Directions: Please return each entry that follows exactly as written, and keep the pictures out.

Material provided:
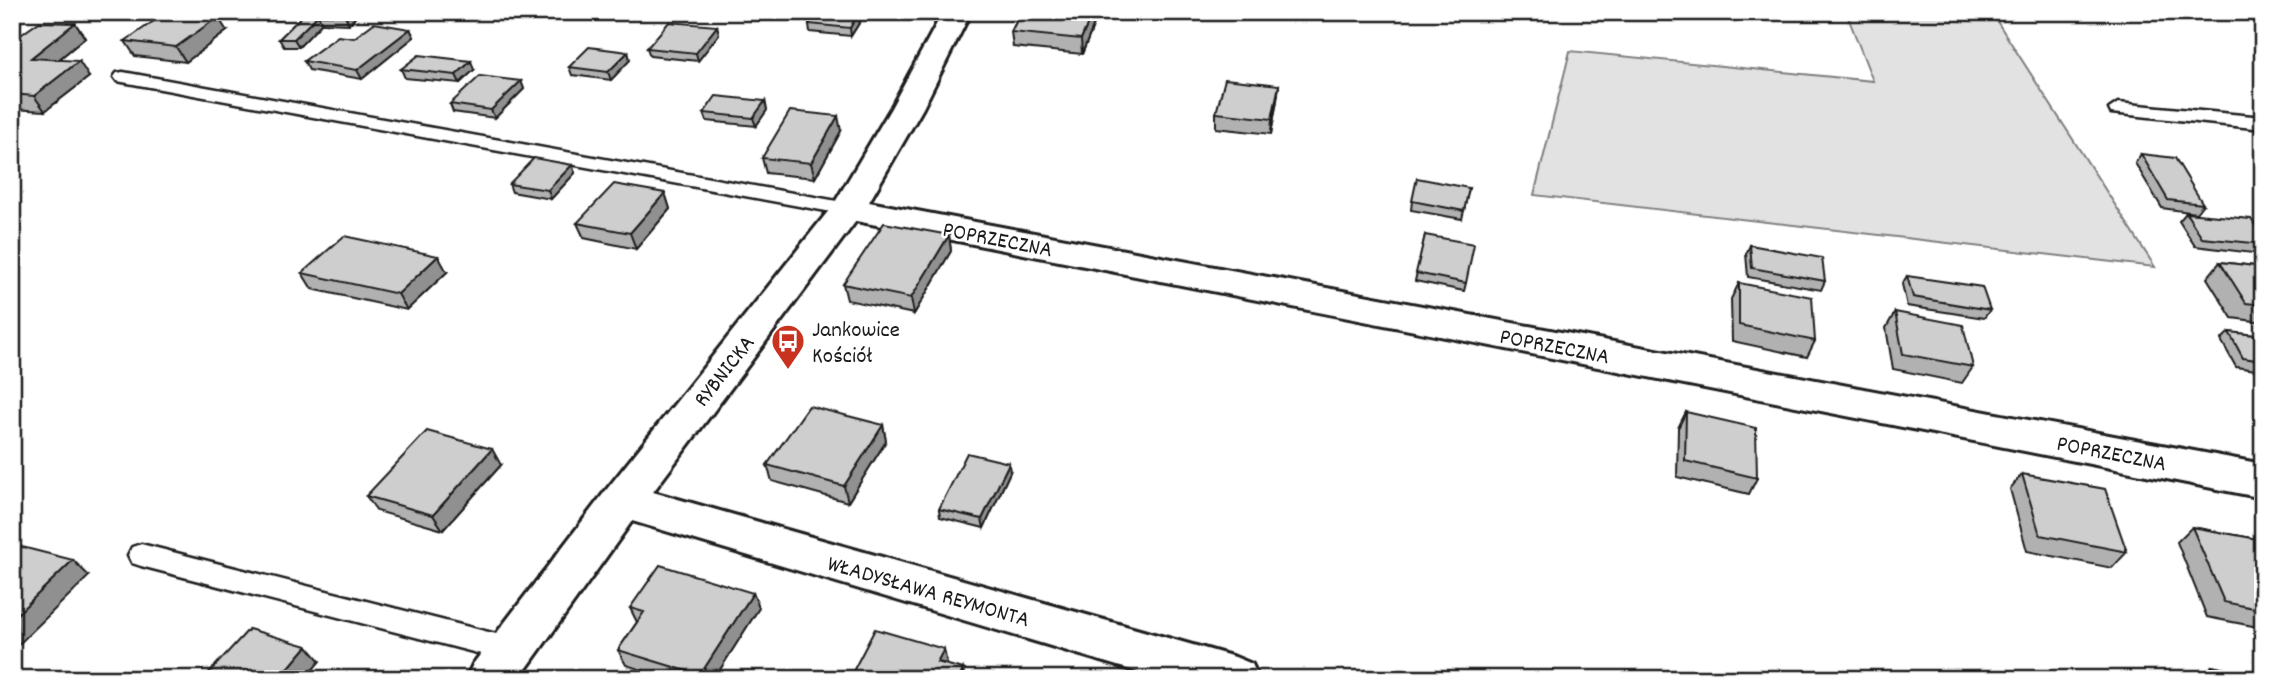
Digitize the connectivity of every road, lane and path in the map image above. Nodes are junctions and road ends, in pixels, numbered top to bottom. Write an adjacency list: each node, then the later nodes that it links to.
1 (957, 12): 5 (street, RYBNICKA)
2 (122, 77): 5 (lane)
3 (2118, 109): 4 (lane)
4 (2263, 123)
5 (848, 209): 6 (street, POPRZECZNA); 7 (street, RYBNICKA)
6 (2263, 481)
7 (622, 501): 9 (street, RYBNICKA); 10 (street, WŁADYSŁAWA REYMONTA)
8 (141, 555): 9 (lane)
9 (501, 664)
10 (1235, 679)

Task answer:
Digitize the connectivity of every road, lane and path in the map image above. Nodes are junctions and road ends, in pixels, numbered top to bottom. Write an adjacency list: each node, then the later nodes that it links to.
1 (957, 12): 5 (street, RYBNICKA)
2 (122, 77): 5 (lane)
3 (2118, 109): 4 (lane)
4 (2263, 123)
5 (848, 209): 6 (street, POPRZECZNA); 7 (street, RYBNICKA)
6 (2263, 481)
7 (622, 501): 9 (street, RYBNICKA); 10 (street, WŁADYSŁAWA REYMONTA)
8 (141, 555): 9 (lane)
9 (501, 664)
10 (1235, 679)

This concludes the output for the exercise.